A cozinha moderna da casa amarelo ovo na pequena rua do bairro Fourth Ward, no estado da Carolina do Norte, estava com um cheiro fortíssimo de bolo de chocolate. Esse cheiro, entretanto, não era novidade pois, todo sábado, aquele lugar cheirava à bolo de chocolate, bolo de baunilha, cupcakes de framboesa ou qualquer outro cheiro gostoso que saia do forno cinza. As crianças da rua adoravam dar uma passadinha ali, "sem querer". Era engraçado que a bola delas só caia no quintal espaçoso dos Santana Morelli aos sábados. Eles só sentiam sede e pediam água, aos sábados, tudo acontecia aos sábados. Era claro que Anália Santana Morelli, a moça de origem brasileira e com dois filhos, sabia o motivo das crianças sempre baterem em sua porta neste dia específico. Ela já deveria ter dito à eles há muito tempo que não se importava em dividir as guloseimas que ela fazia, era até gratificante para ela saber que seus doces eram requisitados, porém era muito engraçado ver as desculpas esfarrapadas que os pequenos davam por baterem em sua porta toda vez. Perguntar se podiam pegar a bola era a desculpa mais recorrente.

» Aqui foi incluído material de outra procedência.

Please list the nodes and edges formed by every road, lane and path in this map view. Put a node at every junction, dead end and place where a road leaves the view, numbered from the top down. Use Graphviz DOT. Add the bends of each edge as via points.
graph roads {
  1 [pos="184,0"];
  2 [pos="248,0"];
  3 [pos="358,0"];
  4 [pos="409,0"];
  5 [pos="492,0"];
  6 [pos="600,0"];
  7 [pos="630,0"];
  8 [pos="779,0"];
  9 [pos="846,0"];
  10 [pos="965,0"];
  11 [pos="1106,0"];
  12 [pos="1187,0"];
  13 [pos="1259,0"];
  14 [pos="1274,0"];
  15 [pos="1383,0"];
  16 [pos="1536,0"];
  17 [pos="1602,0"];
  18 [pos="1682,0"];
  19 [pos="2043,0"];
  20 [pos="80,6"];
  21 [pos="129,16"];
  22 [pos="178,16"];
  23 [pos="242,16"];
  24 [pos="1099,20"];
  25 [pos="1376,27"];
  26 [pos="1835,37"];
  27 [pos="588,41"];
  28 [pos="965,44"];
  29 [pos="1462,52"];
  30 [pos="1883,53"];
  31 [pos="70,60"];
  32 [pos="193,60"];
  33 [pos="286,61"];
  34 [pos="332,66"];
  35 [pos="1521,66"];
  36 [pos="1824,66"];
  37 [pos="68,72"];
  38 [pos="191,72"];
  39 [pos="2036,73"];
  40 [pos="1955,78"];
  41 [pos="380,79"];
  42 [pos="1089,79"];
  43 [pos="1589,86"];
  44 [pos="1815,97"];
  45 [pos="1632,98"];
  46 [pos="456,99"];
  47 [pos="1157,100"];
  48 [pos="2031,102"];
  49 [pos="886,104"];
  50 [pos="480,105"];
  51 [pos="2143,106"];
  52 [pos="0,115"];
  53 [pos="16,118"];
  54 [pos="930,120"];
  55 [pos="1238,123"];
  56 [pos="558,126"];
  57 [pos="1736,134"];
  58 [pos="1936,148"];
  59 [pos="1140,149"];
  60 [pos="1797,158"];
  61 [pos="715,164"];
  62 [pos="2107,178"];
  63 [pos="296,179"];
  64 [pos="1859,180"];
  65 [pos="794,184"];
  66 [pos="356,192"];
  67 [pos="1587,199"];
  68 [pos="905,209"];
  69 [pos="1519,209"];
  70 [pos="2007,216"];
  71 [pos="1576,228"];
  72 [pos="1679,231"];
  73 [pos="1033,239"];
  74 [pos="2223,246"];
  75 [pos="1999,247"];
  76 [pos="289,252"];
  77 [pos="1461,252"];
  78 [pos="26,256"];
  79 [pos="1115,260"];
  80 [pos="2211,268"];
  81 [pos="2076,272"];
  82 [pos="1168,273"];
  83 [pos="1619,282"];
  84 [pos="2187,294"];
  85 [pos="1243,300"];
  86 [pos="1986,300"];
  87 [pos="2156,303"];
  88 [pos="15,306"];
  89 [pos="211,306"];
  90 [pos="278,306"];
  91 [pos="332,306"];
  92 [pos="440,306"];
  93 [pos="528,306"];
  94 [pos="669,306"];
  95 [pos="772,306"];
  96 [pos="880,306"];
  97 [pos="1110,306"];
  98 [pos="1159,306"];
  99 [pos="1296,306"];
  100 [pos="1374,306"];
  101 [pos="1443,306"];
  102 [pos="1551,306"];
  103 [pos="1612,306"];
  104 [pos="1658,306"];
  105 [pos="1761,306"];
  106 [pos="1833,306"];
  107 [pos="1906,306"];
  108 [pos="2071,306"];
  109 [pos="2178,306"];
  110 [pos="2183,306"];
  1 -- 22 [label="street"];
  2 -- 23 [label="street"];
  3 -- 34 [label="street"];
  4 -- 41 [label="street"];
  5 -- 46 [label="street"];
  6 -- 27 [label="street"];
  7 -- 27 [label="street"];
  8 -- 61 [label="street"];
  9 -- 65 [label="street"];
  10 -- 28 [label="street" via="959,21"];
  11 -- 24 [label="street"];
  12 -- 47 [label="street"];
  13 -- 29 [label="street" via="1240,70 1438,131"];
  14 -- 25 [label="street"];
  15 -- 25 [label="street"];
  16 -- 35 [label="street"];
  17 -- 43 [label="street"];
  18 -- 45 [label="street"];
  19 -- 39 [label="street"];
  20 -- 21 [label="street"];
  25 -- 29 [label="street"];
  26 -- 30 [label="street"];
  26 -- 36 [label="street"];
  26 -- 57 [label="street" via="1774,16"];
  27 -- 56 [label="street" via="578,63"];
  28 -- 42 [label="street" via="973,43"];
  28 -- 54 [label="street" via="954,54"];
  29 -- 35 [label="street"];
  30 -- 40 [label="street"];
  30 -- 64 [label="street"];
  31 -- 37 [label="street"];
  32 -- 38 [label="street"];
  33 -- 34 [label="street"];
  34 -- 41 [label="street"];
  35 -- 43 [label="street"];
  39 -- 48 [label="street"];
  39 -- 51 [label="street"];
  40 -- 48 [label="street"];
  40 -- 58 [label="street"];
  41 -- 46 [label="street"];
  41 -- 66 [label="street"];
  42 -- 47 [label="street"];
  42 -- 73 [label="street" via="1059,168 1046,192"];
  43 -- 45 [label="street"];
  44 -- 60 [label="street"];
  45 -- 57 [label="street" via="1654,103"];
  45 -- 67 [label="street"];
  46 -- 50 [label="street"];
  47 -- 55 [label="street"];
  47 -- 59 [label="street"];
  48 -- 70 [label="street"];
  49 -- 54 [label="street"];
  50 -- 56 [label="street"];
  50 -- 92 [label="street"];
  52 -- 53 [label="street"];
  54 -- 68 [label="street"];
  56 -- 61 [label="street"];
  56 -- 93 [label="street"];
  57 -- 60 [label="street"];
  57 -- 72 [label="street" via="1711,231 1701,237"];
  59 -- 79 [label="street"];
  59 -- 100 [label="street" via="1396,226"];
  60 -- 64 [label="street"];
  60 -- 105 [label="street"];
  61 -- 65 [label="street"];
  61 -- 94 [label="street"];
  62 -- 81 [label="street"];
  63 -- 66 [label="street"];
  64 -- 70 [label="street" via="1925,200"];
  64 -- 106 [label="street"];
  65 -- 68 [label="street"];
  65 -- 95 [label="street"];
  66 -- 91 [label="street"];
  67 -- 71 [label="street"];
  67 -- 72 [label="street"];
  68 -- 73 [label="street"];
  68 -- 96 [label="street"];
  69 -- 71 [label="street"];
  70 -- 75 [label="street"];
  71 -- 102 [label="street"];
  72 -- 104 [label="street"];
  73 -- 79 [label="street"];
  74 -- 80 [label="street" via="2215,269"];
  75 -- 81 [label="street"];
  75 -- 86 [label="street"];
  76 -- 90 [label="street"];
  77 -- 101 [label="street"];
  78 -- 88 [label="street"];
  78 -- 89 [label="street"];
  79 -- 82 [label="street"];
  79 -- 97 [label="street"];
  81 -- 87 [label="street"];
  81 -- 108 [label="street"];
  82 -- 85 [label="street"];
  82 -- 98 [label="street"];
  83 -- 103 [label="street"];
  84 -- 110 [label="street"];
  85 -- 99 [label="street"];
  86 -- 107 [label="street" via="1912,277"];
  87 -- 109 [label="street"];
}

As casas dos Estados Unidos era diferente da casa que ela viveu sua infância no Brasil. Os norte americanos tinham o costume de não terem muros, o que foi motivo de estranheza quando ela visitou o país pela primeira vez. 

— Querida, daqui a pouco eles não vão ter mais o que inventar para bater aqui.

Seu doce esposo, Oliver Morelli, dizia.

Sim, Anália sabia muito bem disso e não via a hora das desculpas se esgotarem e eles não terem o que falar mas, enquanto aquelas crianças tivessem criatividade, ela iria fingir que acreditava nelas. Era um acordo implícito entre eles.  Naquele dia em especial, Anália fazia bolo de chocolate com cobertura de brigadeiro, receita que aprendeu com sua avó quando ainda morava no Brasil. Seus dois filhos, Maya e Ian, amavam esse bolo.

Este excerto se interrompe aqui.